This article is more than 1 year old
AMD's 128-core Epycs could spell trouble for Ampere Computing
We still have more cores, exec sniffs
Analysis With the unveiling of its 128-core Epycs, codenamed Bergamo, AMD has put forward a challenge to Ampere Computing's tentative footing in the cloud and hyperscale arena.
Despite the impending threat of another cloud-native chip, Ampere Computing chief product officer Jeff Wittich isn't too concerned. "I remain confident that we have a leadership position in this space," he told The Register.
Since the launch of its Altra processor family back in 2020, Ampere has found success building power-efficient, core-dense parts aimed at cloud-native, scale-out workloads. The strategy won the chipmaker a place in nearly every major public cloud and drove even higher core count components like the 128-core Altra Max and the 192-core AmpereOne.
But where Ampere once filled a hole in the market for workloads that prioritized core density over all else, the fledgling chipmaker now has Intel, AMD, and the full momentum of the x86 architecture to contend with.
Even still, Wittich says this competition is a sign that the company is on the right track. "We fully expected, as we were successful, others would follow us down that path," he said. "We're the one with several years of experience with a pretty robust group of customers that have been using our processors."
How do the chips stack up?
At first glance, AMD's Bergamo looks well positioned to compete with Ampere's Altra Max. Both chips feature 128 cores that have been stripped down and optimized for a variety of popular cloud workloads, including Nginx, Memcached, Redis, and FFmpeg to name a handful.
However, this is where the comparison starts to fall apart. Beyond core count, the two chips couldn't be more different. For one, Ampere's Altra Max is more than two years old.
Launched in 2021, Ampere's 128-core Altra Max was essentially a scaled-up version of the 80-core Altra processor introduced a year earlier. As such, it used the same off-the-shelf Arm Neoverse N1 core, which itself was already two years old at the time, and was fabbed using TSMC's already mature 7nm process tech.
Bergamo by comparison is using TSMC's 5nm and 6nm nodes across its compute and I/O dies, as well as a shrunken version of its Zen core architecture called Zen 4c. The latter allowed AMD to pack 16 cores into eight compute dies. So not only does Bergamo have the benefit of more efficient process tech, it is also sporting a brand new core design that's backed by faster memory and I/O – PCIe 5.0 and 12 lanes of DDR5 vs PCIe 4.0 and eight lanes of DDR4 on Altra.
So it shouldn't come as a surprise that AMD is claiming a pretty substantial lead over Ampere's Altra Max. In AMD's internal benchmarks, Bergamo claimed 2.9x higher performance on average in a variety of cloud-native workloads compared to Ampere's 128 core chip.

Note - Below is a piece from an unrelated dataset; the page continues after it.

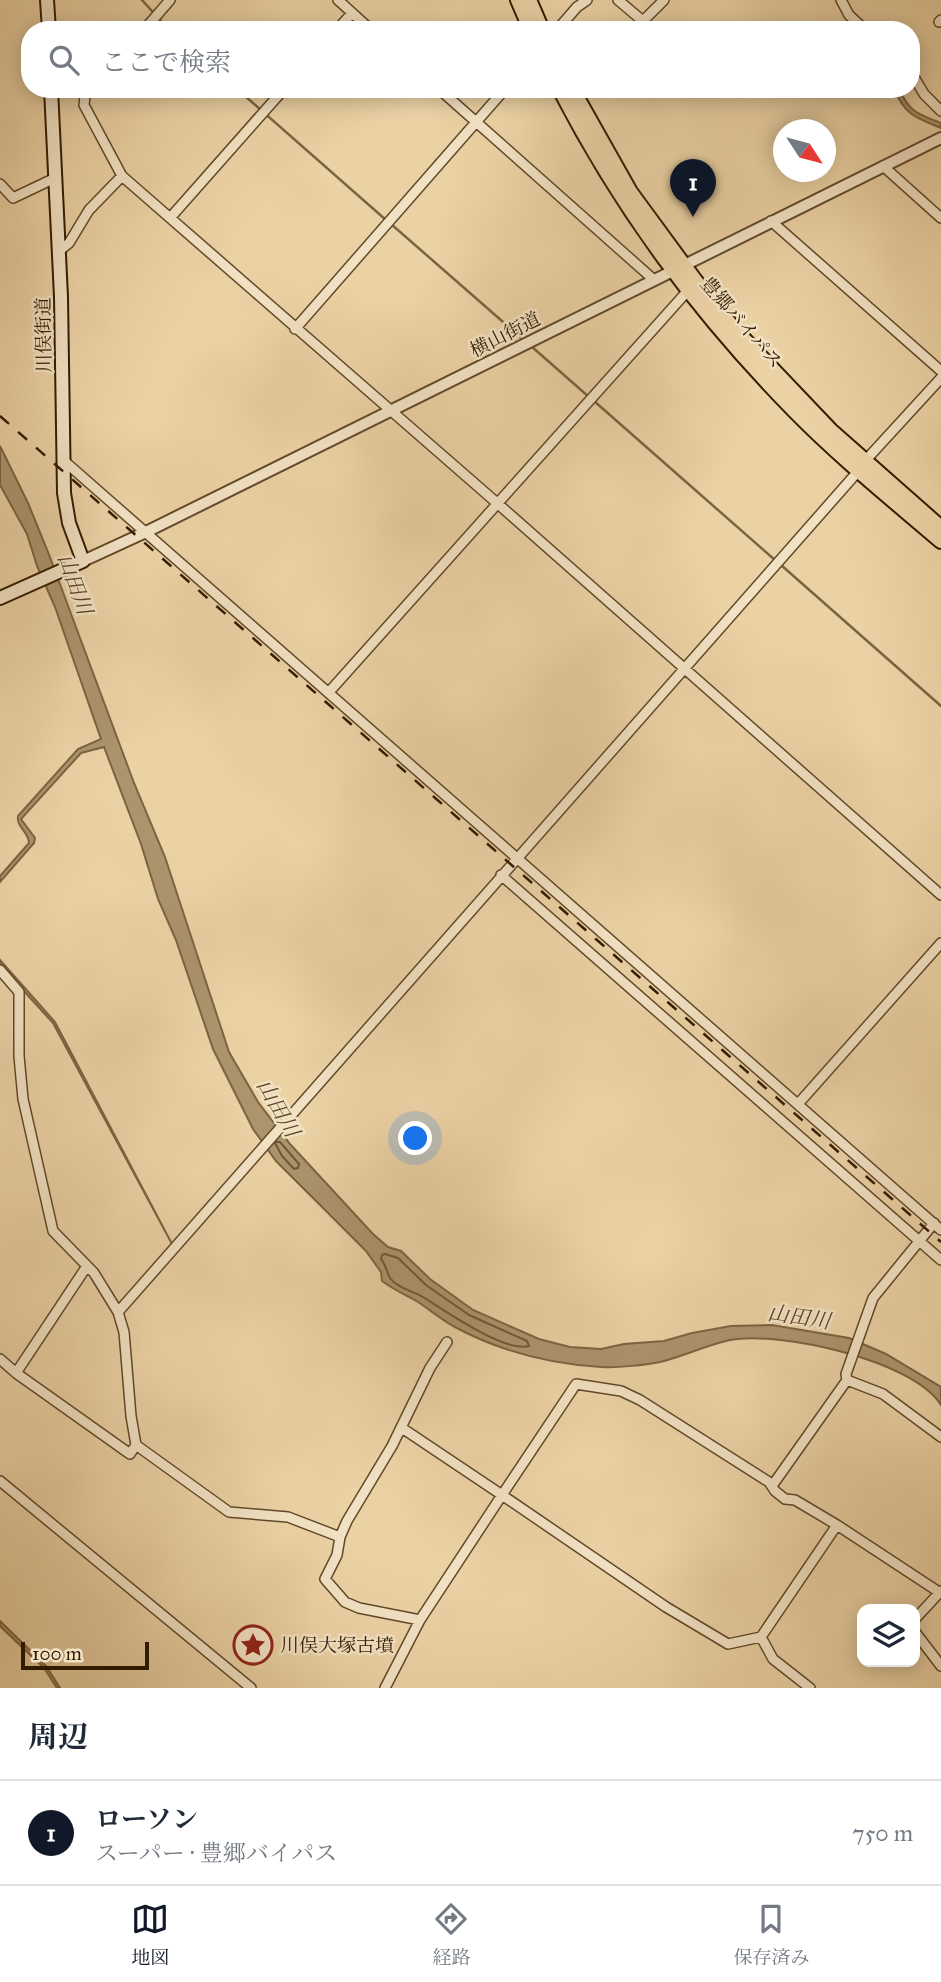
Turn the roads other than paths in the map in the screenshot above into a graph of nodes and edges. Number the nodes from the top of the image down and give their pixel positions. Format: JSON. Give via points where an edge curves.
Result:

Short of running our own benchmarks in a controlled environment, it's hard to say how they actually compare, so we recommend taking AMD's claims with a grain of salt. With that said, we can get an idea of how the two chips stack up core-for-core by looking at their SPECrate Integer Base scores.
Single-socket submissions show that AMD's 128-core, 256-thread Epyc 9754 scores right around 922 in the benchmark, about 2.58x higher than Ampere's top-specced Altra, the M128-30, which comes in at 356.
While a clear win for AMD's Bergamo, it doesn't take into consideration other elements like power consumption. AMD's part is rated for 360W and can be configured up to 400W, while Ampere's has a TDP of just 182W. So yes, it may be 2.5x times faster, but it potentially uses 2-2.2x more power.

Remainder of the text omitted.